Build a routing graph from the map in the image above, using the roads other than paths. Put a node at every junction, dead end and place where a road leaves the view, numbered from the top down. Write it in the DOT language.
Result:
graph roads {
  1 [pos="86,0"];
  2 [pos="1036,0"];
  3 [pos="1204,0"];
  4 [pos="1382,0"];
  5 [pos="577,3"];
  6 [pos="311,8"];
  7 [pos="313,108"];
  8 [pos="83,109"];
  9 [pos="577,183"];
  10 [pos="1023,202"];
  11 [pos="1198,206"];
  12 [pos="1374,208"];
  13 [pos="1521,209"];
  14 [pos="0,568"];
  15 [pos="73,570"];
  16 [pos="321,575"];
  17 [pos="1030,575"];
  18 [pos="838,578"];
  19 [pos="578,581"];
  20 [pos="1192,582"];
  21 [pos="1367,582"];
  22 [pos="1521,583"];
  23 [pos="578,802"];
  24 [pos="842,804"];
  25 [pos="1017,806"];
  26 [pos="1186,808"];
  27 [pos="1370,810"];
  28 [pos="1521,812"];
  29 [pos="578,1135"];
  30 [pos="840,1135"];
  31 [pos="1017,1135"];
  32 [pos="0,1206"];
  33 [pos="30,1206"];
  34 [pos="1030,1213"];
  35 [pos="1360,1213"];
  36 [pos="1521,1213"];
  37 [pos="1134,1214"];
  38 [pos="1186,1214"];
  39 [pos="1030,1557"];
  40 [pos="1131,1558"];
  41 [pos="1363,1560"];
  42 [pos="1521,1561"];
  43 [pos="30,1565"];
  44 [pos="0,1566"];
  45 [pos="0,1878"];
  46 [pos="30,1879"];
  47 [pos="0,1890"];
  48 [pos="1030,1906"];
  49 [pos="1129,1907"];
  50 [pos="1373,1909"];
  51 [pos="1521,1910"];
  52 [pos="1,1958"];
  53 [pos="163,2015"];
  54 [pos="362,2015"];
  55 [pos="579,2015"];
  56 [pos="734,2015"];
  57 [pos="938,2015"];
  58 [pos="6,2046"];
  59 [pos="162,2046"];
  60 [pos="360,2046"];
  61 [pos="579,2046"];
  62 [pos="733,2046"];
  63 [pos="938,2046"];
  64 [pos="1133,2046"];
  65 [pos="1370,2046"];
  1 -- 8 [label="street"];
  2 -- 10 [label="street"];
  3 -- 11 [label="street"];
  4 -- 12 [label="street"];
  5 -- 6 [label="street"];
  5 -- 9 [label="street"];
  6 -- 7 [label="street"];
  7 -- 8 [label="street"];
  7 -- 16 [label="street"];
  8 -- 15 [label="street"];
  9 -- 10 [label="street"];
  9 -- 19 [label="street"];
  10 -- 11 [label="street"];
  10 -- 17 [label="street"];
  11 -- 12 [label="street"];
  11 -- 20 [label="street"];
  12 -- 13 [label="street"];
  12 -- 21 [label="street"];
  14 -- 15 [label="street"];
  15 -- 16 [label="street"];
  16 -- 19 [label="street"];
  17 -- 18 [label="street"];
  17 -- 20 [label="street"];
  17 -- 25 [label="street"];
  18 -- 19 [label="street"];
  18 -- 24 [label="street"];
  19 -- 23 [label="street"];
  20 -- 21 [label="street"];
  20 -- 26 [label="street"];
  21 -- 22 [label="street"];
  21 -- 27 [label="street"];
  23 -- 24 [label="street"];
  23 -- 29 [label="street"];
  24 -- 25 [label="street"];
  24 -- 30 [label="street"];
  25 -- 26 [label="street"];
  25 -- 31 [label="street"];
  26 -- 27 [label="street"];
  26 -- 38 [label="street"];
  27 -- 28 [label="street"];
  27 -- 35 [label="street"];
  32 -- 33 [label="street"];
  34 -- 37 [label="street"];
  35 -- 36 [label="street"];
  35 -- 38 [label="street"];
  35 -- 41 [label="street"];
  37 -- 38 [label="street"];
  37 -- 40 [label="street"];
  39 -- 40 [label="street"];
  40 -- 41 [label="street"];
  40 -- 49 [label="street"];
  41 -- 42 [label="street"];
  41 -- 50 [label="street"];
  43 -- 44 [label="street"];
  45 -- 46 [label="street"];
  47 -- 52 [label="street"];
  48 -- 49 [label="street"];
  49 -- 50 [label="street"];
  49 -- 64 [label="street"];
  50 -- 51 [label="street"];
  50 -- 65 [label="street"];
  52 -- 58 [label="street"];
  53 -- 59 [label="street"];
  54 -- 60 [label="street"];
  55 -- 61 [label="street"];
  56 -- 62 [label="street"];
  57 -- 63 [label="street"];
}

◇ ◇ ◇

This exercise asks for every line of the records to be repeated exactly.

◆ REPLY TO THE TASK
Build a routing graph from the map in the image above, using the roads other than paths. Put a node at every junction, dead end and place where a road leaves the view, numbered from the top down. Write it in the DOT language.
Result:
graph roads {
  1 [pos="86,0"];
  2 [pos="1036,0"];
  3 [pos="1204,0"];
  4 [pos="1382,0"];
  5 [pos="577,3"];
  6 [pos="311,8"];
  7 [pos="313,108"];
  8 [pos="83,109"];
  9 [pos="577,183"];
  10 [pos="1023,202"];
  11 [pos="1198,206"];
  12 [pos="1374,208"];
  13 [pos="1521,209"];
  14 [pos="0,568"];
  15 [pos="73,570"];
  16 [pos="321,575"];
  17 [pos="1030,575"];
  18 [pos="838,578"];
  19 [pos="578,581"];
  20 [pos="1192,582"];
  21 [pos="1367,582"];
  22 [pos="1521,583"];
  23 [pos="578,802"];
  24 [pos="842,804"];
  25 [pos="1017,806"];
  26 [pos="1186,808"];
  27 [pos="1370,810"];
  28 [pos="1521,812"];
  29 [pos="578,1135"];
  30 [pos="840,1135"];
  31 [pos="1017,1135"];
  32 [pos="0,1206"];
  33 [pos="30,1206"];
  34 [pos="1030,1213"];
  35 [pos="1360,1213"];
  36 [pos="1521,1213"];
  37 [pos="1134,1214"];
  38 [pos="1186,1214"];
  39 [pos="1030,1557"];
  40 [pos="1131,1558"];
  41 [pos="1363,1560"];
  42 [pos="1521,1561"];
  43 [pos="30,1565"];
  44 [pos="0,1566"];
  45 [pos="0,1878"];
  46 [pos="30,1879"];
  47 [pos="0,1890"];
  48 [pos="1030,1906"];
  49 [pos="1129,1907"];
  50 [pos="1373,1909"];
  51 [pos="1521,1910"];
  52 [pos="1,1958"];
  53 [pos="163,2015"];
  54 [pos="362,2015"];
  55 [pos="579,2015"];
  56 [pos="734,2015"];
  57 [pos="938,2015"];
  58 [pos="6,2046"];
  59 [pos="162,2046"];
  60 [pos="360,2046"];
  61 [pos="579,2046"];
  62 [pos="733,2046"];
  63 [pos="938,2046"];
  64 [pos="1133,2046"];
  65 [pos="1370,2046"];
  1 -- 8 [label="street"];
  2 -- 10 [label="street"];
  3 -- 11 [label="street"];
  4 -- 12 [label="street"];
  5 -- 6 [label="street"];
  5 -- 9 [label="street"];
  6 -- 7 [label="street"];
  7 -- 8 [label="street"];
  7 -- 16 [label="street"];
  8 -- 15 [label="street"];
  9 -- 10 [label="street"];
  9 -- 19 [label="street"];
  10 -- 11 [label="street"];
  10 -- 17 [label="street"];
  11 -- 12 [label="street"];
  11 -- 20 [label="street"];
  12 -- 13 [label="street"];
  12 -- 21 [label="street"];
  14 -- 15 [label="street"];
  15 -- 16 [label="street"];
  16 -- 19 [label="street"];
  17 -- 18 [label="street"];
  17 -- 20 [label="street"];
  17 -- 25 [label="street"];
  18 -- 19 [label="street"];
  18 -- 24 [label="street"];
  19 -- 23 [label="street"];
  20 -- 21 [label="street"];
  20 -- 26 [label="street"];
  21 -- 22 [label="street"];
  21 -- 27 [label="street"];
  23 -- 24 [label="street"];
  23 -- 29 [label="street"];
  24 -- 25 [label="street"];
  24 -- 30 [label="street"];
  25 -- 26 [label="street"];
  25 -- 31 [label="street"];
  26 -- 27 [label="street"];
  26 -- 38 [label="street"];
  27 -- 28 [label="street"];
  27 -- 35 [label="street"];
  32 -- 33 [label="street"];
  34 -- 37 [label="street"];
  35 -- 36 [label="street"];
  35 -- 38 [label="street"];
  35 -- 41 [label="street"];
  37 -- 38 [label="street"];
  37 -- 40 [label="street"];
  39 -- 40 [label="street"];
  40 -- 41 [label="street"];
  40 -- 49 [label="street"];
  41 -- 42 [label="street"];
  41 -- 50 [label="street"];
  43 -- 44 [label="street"];
  45 -- 46 [label="street"];
  47 -- 52 [label="street"];
  48 -- 49 [label="street"];
  49 -- 50 [label="street"];
  49 -- 64 [label="street"];
  50 -- 51 [label="street"];
  50 -- 65 [label="street"];
  52 -- 58 [label="street"];
  53 -- 59 [label="street"];
  54 -- 60 [label="street"];
  55 -- 61 [label="street"];
  56 -- 62 [label="street"];
  57 -- 63 [label="street"];
}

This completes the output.